** DATA follows **

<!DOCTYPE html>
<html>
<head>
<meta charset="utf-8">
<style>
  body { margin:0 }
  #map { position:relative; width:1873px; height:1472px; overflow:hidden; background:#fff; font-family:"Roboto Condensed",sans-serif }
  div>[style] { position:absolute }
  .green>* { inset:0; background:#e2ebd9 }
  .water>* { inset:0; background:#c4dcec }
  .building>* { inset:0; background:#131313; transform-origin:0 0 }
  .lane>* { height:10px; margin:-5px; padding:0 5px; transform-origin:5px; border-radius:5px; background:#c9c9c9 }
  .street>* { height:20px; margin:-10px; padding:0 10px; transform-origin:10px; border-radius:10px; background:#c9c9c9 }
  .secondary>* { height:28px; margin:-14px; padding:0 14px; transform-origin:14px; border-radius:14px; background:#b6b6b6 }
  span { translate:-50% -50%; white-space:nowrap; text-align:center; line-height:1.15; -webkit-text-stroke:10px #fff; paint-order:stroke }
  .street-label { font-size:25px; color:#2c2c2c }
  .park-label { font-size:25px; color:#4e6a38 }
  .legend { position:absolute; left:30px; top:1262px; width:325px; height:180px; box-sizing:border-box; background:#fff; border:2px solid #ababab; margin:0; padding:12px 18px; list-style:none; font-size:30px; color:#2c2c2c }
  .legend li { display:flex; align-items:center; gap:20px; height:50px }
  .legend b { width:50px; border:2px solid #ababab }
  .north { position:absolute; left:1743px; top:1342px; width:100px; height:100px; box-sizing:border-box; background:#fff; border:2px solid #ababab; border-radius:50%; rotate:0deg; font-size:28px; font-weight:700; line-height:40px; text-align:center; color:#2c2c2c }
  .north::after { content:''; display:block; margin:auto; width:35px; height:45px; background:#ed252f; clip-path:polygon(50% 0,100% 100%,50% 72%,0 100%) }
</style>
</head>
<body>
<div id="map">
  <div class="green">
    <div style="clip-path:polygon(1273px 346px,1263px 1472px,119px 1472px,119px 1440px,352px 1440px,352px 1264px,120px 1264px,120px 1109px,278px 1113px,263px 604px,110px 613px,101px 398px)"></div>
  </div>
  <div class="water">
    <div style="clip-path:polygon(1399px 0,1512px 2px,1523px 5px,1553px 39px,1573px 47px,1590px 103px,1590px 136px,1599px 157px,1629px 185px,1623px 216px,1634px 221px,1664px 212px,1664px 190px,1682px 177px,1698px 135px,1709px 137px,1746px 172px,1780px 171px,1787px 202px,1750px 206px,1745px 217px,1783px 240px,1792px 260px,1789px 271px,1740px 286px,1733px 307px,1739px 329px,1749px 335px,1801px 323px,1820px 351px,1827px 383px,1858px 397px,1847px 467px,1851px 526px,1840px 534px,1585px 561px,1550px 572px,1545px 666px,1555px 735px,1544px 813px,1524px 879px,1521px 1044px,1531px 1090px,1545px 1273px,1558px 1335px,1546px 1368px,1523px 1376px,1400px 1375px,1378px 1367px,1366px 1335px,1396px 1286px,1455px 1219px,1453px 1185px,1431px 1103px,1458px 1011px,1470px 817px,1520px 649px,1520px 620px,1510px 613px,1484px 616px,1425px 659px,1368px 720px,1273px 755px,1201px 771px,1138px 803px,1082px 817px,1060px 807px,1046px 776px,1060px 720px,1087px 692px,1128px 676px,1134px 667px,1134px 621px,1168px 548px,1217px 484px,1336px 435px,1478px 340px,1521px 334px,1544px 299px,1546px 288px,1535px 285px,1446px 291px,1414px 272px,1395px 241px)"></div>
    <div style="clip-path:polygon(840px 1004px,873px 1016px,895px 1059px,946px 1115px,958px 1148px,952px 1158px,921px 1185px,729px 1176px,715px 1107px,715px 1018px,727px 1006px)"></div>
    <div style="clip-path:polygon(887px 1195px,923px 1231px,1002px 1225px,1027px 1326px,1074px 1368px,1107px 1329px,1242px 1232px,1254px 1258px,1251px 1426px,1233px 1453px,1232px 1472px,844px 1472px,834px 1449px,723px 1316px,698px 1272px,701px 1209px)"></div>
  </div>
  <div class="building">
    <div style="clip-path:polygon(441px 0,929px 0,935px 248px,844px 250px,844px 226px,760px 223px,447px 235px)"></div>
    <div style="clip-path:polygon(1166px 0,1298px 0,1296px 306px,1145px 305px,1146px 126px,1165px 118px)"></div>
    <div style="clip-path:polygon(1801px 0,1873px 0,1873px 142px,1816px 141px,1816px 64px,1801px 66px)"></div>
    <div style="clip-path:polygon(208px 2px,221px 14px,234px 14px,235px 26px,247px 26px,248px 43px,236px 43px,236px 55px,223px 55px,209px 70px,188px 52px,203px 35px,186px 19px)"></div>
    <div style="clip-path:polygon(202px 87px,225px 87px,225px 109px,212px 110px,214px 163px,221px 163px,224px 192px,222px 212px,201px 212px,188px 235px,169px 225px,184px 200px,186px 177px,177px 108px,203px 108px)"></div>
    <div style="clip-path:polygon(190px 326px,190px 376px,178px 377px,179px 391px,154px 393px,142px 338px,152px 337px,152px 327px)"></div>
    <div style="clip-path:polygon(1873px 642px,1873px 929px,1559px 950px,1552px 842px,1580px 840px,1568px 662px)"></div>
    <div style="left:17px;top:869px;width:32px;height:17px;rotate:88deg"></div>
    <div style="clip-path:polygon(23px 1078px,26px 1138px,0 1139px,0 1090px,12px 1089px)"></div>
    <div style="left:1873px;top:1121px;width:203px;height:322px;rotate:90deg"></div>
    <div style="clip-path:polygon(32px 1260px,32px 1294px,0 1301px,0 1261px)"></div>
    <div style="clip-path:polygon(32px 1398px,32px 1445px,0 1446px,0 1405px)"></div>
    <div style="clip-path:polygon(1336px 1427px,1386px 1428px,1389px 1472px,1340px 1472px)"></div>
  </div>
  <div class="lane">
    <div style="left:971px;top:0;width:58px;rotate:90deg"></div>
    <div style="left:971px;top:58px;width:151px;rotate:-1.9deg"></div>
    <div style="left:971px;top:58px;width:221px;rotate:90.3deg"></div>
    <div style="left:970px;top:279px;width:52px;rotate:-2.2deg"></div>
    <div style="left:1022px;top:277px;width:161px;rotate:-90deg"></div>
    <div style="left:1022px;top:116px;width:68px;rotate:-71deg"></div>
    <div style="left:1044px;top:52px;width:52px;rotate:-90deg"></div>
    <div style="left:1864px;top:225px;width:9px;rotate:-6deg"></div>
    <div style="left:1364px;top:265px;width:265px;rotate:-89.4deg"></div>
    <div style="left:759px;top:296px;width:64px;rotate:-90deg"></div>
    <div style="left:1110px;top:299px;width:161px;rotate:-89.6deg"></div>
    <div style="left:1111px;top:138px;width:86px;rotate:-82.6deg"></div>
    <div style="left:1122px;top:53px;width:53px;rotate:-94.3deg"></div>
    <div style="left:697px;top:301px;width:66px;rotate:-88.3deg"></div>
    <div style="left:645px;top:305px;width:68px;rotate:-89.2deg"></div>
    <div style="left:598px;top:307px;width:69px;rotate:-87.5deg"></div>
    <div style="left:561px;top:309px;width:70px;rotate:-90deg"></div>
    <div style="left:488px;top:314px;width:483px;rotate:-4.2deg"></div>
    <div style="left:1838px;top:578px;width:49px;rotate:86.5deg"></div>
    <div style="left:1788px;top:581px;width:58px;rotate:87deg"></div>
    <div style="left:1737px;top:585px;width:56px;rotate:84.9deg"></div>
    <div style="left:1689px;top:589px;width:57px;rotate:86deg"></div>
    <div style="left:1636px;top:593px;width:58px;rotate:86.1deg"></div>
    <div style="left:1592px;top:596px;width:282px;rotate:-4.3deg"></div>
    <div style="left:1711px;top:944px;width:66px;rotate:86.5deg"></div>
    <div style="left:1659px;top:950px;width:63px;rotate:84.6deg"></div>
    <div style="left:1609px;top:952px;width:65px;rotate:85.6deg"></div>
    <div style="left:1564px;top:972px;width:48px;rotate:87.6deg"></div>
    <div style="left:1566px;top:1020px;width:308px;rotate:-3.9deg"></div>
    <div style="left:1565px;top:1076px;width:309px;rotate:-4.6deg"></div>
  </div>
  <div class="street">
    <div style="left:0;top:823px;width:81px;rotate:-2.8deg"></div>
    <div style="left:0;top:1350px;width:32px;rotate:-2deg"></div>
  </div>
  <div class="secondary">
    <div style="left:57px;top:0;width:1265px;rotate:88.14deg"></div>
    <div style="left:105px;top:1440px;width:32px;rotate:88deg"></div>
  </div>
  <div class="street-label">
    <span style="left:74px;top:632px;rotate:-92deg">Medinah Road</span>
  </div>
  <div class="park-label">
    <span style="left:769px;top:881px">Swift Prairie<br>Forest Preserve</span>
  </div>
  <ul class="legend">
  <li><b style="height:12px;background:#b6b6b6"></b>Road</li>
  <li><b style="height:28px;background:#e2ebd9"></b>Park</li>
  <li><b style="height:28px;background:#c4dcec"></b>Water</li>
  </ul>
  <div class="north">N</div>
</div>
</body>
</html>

** End of DATA **

ASSIGNED TASK: The line containing "display:flex; align-items:center; gap:20px;" marks the end. Please print exactly every line from the top of the data to it, both included, and nothing more.

SOLUTION BELOW:
<!DOCTYPE html>
<html>
<head>
<meta charset="utf-8">
<style>
  body { margin:0 }
  #map { position:relative; width:1873px; height:1472px; overflow:hidden; background:#fff; font-family:"Roboto Condensed",sans-serif }
  div>[style] { position:absolute }
  .green>* { inset:0; background:#e2ebd9 }
  .water>* { inset:0; background:#c4dcec }
  .building>* { inset:0; background:#131313; transform-origin:0 0 }
  .lane>* { height:10px; margin:-5px; padding:0 5px; transform-origin:5px; border-radius:5px; background:#c9c9c9 }
  .street>* { height:20px; margin:-10px; padding:0 10px; transform-origin:10px; border-radius:10px; background:#c9c9c9 }
  .secondary>* { height:28px; margin:-14px; padding:0 14px; transform-origin:14px; border-radius:14px; background:#b6b6b6 }
  span { translate:-50% -50%; white-space:nowrap; text-align:center; line-height:1.15; -webkit-text-stroke:10px #fff; paint-order:stroke }
  .street-label { font-size:25px; color:#2c2c2c }
  .park-label { font-size:25px; color:#4e6a38 }
  .legend { position:absolute; left:30px; top:1262px; width:325px; height:180px; box-sizing:border-box; background:#fff; border:2px solid #ababab; margin:0; padding:12px 18px; list-style:none; font-size:30px; color:#2c2c2c }
  .legend li { display:flex; align-items:center; gap:20px; height:50px }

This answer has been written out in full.